In nothing but lightweight clothes we ran through the
streets in search of shelter, and dived into the first restaurant found, around
5pm. Just our luck, it was an outdoor joint, but they had roofed side sections
with pillows to relax on. We sat there for a few hours, eating, drinking and
talking conspiracy theories. I told her about my old work colleague, a black
dude named Mark Brown who believed that all Chinese people were aliens, “All
eye-witness descriptions of them are the same, flat faces, slanted eyes and big
heads”. I think he was describing the aliens. I also told her my ‘radical’
views on the 9/11 and 7/7 ‘terrorist’ attacks, the subsequent control by fear,
and the inconsistencies surrounding the government’s recollection of events.
She found it hard to swallow, which is exactly what all believers and
non-believers alike think, after-all, who could happily choose to accept that a
government would murder its own people (unless you watch the news or read into
history, and see that it actually happens all across the world)?

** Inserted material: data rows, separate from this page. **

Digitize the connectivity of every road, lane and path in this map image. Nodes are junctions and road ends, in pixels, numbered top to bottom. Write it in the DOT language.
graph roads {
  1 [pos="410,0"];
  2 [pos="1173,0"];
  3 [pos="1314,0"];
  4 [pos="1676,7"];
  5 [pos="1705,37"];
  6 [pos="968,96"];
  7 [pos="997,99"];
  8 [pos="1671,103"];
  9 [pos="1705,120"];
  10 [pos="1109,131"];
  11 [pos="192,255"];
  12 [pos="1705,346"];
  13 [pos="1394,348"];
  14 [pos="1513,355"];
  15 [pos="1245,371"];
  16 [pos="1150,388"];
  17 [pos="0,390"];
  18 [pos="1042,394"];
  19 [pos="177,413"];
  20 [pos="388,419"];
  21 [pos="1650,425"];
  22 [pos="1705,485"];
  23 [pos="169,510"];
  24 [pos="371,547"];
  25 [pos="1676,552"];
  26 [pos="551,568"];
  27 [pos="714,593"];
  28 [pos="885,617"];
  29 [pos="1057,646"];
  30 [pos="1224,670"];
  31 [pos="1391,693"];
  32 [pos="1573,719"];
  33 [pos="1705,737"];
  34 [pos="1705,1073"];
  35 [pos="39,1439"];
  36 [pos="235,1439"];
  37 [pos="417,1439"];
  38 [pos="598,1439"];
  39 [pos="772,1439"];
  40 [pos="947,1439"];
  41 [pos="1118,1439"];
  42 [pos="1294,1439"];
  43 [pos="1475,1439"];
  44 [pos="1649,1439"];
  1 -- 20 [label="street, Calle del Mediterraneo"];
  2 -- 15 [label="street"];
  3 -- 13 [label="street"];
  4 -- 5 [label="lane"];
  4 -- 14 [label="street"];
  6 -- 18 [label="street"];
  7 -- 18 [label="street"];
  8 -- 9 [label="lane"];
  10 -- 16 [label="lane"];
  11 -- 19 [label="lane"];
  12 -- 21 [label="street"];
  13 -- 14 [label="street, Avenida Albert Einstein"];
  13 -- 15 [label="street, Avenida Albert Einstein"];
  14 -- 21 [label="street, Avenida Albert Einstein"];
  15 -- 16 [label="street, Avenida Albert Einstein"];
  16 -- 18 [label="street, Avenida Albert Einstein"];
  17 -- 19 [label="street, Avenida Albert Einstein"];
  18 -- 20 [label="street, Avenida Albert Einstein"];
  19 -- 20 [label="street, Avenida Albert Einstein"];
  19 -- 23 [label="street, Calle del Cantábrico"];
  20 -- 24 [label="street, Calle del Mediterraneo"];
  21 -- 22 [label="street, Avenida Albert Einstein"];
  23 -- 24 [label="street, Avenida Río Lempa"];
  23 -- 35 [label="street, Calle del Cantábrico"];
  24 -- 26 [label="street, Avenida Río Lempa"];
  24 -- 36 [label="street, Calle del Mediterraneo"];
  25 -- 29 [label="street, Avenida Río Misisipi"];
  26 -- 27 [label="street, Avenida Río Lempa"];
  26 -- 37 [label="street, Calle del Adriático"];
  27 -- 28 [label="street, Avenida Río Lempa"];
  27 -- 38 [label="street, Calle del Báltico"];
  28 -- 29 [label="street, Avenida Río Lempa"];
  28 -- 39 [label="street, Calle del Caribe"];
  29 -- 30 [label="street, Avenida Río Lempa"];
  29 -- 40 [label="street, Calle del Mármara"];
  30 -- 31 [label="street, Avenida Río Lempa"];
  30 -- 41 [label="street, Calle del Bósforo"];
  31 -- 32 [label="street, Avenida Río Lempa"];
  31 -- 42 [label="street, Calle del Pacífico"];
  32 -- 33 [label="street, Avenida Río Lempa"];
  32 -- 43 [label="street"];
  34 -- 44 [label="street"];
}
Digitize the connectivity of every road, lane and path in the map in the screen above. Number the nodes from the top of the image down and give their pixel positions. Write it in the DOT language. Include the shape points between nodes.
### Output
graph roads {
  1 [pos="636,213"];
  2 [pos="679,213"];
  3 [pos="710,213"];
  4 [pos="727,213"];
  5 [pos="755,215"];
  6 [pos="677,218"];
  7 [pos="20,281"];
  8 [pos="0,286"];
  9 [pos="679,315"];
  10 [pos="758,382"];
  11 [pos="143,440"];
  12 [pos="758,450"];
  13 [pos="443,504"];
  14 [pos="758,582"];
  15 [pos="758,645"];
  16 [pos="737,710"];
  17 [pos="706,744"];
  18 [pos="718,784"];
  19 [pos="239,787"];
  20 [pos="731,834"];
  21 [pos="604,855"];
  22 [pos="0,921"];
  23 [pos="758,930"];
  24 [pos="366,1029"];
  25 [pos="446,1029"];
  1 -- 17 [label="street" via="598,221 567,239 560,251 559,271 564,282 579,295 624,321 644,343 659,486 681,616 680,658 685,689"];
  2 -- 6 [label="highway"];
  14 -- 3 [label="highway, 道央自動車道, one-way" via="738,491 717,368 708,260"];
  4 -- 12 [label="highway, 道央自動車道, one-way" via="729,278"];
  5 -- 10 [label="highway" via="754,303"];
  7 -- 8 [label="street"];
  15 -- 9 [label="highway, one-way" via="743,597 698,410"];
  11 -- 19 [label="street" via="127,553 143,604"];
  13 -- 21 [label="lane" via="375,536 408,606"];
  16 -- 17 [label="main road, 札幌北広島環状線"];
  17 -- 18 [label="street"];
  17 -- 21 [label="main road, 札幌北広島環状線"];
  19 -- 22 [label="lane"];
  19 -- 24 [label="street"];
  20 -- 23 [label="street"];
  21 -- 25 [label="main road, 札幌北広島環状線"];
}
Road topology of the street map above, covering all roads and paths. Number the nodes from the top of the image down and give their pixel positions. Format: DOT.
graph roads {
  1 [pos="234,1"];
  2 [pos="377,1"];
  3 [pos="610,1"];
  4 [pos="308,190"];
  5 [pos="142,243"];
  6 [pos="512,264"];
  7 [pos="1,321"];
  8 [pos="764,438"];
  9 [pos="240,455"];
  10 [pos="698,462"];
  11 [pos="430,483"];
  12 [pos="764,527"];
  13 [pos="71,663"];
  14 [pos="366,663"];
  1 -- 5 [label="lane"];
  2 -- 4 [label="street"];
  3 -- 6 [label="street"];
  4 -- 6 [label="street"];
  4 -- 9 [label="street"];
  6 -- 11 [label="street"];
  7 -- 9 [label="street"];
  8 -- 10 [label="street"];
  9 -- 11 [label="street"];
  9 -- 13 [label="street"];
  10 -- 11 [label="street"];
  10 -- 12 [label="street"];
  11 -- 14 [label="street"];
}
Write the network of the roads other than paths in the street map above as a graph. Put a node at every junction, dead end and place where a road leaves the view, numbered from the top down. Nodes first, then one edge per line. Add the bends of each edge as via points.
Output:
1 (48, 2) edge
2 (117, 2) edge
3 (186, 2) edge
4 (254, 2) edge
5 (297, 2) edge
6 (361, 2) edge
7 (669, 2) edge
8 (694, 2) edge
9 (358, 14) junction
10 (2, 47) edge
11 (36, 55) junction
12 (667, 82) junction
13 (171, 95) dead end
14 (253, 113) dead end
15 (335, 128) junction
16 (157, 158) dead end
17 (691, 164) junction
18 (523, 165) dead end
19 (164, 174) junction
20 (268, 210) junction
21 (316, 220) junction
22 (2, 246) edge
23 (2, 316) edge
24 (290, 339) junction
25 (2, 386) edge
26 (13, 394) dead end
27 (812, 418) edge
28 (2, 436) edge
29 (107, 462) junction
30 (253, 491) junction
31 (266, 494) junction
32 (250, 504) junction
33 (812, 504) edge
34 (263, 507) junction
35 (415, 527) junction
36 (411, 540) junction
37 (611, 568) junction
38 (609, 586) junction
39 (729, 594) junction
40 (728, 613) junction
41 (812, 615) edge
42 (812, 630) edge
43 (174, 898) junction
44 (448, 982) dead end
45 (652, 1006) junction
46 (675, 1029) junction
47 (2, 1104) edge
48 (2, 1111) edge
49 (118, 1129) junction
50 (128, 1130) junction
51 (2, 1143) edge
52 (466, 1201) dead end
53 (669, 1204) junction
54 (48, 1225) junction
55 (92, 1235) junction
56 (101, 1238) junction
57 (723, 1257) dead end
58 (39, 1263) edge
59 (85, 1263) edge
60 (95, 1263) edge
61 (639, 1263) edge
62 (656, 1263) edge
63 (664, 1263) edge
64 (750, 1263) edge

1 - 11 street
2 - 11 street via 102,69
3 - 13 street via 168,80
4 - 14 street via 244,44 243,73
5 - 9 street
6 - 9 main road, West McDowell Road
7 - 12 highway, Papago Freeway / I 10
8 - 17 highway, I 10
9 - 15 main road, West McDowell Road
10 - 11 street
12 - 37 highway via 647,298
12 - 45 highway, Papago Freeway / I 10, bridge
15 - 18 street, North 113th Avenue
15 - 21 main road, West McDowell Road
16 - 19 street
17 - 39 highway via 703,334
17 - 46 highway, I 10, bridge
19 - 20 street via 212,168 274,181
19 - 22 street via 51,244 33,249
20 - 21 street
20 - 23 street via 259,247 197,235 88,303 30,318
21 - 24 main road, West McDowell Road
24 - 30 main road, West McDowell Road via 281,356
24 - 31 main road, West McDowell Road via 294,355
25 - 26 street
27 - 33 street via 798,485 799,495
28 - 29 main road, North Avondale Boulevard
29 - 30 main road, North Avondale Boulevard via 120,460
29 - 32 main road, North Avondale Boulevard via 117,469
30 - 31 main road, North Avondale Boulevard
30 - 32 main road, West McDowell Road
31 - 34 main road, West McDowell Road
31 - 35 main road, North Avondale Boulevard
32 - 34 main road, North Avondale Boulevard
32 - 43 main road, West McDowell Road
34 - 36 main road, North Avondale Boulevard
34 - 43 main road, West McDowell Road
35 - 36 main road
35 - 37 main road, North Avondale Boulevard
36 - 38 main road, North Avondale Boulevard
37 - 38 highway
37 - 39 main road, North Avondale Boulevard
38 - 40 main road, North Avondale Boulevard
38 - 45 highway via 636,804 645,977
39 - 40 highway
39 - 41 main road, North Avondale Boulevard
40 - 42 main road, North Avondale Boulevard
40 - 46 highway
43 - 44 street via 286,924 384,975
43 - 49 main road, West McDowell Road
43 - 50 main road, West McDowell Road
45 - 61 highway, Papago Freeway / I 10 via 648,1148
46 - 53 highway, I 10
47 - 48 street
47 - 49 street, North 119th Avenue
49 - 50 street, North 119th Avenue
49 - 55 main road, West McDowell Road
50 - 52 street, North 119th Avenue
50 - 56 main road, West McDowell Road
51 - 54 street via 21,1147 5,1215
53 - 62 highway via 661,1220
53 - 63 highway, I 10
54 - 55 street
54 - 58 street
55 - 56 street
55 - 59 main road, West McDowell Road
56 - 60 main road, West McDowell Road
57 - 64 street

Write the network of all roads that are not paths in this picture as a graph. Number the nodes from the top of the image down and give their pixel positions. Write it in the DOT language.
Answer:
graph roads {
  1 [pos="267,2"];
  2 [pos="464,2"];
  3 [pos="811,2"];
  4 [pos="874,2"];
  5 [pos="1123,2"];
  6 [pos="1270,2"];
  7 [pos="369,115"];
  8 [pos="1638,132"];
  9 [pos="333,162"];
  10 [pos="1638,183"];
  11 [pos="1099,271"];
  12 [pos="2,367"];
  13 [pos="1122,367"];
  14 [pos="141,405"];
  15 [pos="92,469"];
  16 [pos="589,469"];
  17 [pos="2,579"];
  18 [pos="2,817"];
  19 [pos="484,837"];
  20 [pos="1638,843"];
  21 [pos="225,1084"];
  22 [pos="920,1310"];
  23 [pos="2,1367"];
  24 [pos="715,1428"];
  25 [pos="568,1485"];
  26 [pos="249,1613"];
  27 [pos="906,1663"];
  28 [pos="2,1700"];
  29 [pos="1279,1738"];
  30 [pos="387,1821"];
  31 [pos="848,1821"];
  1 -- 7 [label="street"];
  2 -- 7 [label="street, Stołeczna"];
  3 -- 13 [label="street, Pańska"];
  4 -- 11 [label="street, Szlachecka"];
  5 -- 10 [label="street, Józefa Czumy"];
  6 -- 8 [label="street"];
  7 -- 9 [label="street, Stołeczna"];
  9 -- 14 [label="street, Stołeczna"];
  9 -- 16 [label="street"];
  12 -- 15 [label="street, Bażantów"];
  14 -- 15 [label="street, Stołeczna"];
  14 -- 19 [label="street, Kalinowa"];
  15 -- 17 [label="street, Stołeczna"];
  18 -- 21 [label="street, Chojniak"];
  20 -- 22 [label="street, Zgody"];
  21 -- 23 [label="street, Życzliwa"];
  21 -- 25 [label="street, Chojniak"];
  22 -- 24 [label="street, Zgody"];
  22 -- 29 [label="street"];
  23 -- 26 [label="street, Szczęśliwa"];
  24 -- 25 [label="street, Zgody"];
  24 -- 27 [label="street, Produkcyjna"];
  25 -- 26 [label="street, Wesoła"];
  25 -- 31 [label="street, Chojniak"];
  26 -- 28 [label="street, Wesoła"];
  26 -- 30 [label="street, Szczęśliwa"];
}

After growing tired of waiting for the rain to stop, we
decided to make a run for it. I was hoping to stay as dry as possible, but
after my foot sploshed in its first puddle all bets were off. I’ve been
training myself to love the things I hate for a while now, one of which is the
rain, and I’ve recently been taking off my jacket whenever I get caught out in
it. I wasn’t wearing a jacket, so I pulled off my shirt and took the most
liberating fifteen minute walk of my life, laughing, singing and having banter
with all the interested Indians that passed by. Every cold, heavy drop that hit
my back was a step away from hate and towards love, until I was so enamoured
with Mother Earth’s new delivery to me that I could’ve stayed out their dancing
all night. The kids loved it, and there were many men cracking smiles, in
amongst the confused and concerned. We
arrived back at our room and had shower of the day, number three.
The rain wasn’t letting up, and thunder roared all
around us, like anger from the belly of the beast, awoken with a flame to its
face. In a moment of sexual genius, we snuck out of our room and onto the roof,
pulling each other’s clothes off in frenzy and becoming one, once again. The
feeling of the rain hitting my back as we writhed in ecstasy was pure bliss,
every kiss bringing us closer to climax as we did the most natural action that
lovers can, in the most natural habitat known to man, lightening frequently
lighting the outline of her beautiful body as it danced in the darkness. She
screamed in delight as I stared across the city, water washing away our sins
before we could commit them, and we finished with a final kiss before floating
back downstairs. Shower of the day number four saw us sleep soon after.